+++ Provided data

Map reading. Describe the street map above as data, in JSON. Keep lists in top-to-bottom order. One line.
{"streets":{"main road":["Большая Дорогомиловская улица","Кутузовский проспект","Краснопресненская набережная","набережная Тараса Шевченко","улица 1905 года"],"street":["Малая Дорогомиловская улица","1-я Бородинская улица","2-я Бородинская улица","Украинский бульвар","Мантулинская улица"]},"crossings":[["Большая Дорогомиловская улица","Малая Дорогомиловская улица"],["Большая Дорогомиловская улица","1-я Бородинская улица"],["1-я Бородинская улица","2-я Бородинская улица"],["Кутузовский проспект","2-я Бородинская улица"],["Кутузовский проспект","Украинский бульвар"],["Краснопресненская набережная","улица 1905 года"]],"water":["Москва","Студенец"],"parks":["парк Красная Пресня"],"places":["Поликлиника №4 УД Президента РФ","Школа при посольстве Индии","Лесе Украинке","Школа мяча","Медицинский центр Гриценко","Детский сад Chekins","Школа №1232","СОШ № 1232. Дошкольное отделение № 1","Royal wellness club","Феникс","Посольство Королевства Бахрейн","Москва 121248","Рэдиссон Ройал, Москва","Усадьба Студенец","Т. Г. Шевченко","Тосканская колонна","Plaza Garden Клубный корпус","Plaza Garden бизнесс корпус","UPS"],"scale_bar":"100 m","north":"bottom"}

++++++
+++ Provided data

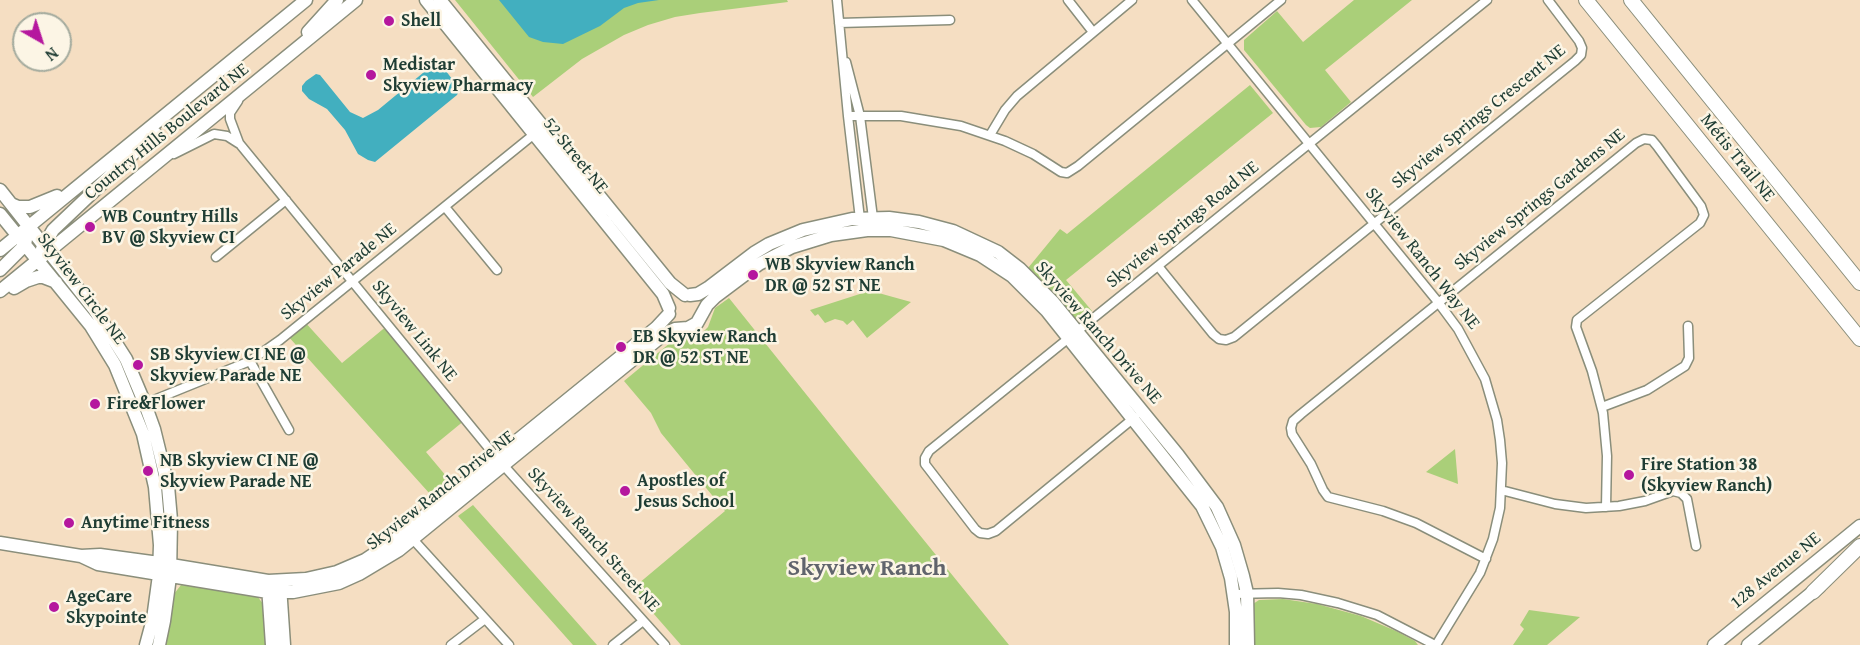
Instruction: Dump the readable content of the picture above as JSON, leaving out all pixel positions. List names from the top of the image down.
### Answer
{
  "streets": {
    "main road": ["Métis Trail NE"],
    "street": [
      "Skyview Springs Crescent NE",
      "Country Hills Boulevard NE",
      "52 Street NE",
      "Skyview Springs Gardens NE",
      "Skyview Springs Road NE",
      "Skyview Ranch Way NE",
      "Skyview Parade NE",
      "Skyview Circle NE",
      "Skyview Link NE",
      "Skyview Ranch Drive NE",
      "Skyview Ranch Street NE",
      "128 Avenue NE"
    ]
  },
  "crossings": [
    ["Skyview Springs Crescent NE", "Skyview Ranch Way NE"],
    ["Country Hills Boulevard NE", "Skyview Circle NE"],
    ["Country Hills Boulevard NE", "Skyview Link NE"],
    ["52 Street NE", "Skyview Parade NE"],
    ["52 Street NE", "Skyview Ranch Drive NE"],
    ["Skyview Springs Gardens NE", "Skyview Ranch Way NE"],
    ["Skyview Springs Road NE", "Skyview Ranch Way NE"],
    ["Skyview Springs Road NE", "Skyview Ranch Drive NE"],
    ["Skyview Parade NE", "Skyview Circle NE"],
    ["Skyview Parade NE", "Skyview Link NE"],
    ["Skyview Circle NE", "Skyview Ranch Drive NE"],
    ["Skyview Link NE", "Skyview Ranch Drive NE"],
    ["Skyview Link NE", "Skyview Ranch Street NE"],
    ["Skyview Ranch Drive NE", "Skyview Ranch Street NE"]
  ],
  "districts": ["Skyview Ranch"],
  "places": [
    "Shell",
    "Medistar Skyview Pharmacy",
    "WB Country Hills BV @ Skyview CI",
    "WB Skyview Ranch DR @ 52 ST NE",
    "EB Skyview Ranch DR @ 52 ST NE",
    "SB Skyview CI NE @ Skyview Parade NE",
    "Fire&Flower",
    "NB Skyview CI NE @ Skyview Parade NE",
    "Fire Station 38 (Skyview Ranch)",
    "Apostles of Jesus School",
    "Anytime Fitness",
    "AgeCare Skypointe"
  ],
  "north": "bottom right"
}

++++++

Scan the entries and show every line in which the word "Hills" is found.

      "Country Hills Boulevard NE",
    ["Country Hills Boulevard NE", "Skyview Circle NE"],
    ["Country Hills Boulevard NE", "Skyview Link NE"],
    "WB Country Hills BV @ Skyview CI",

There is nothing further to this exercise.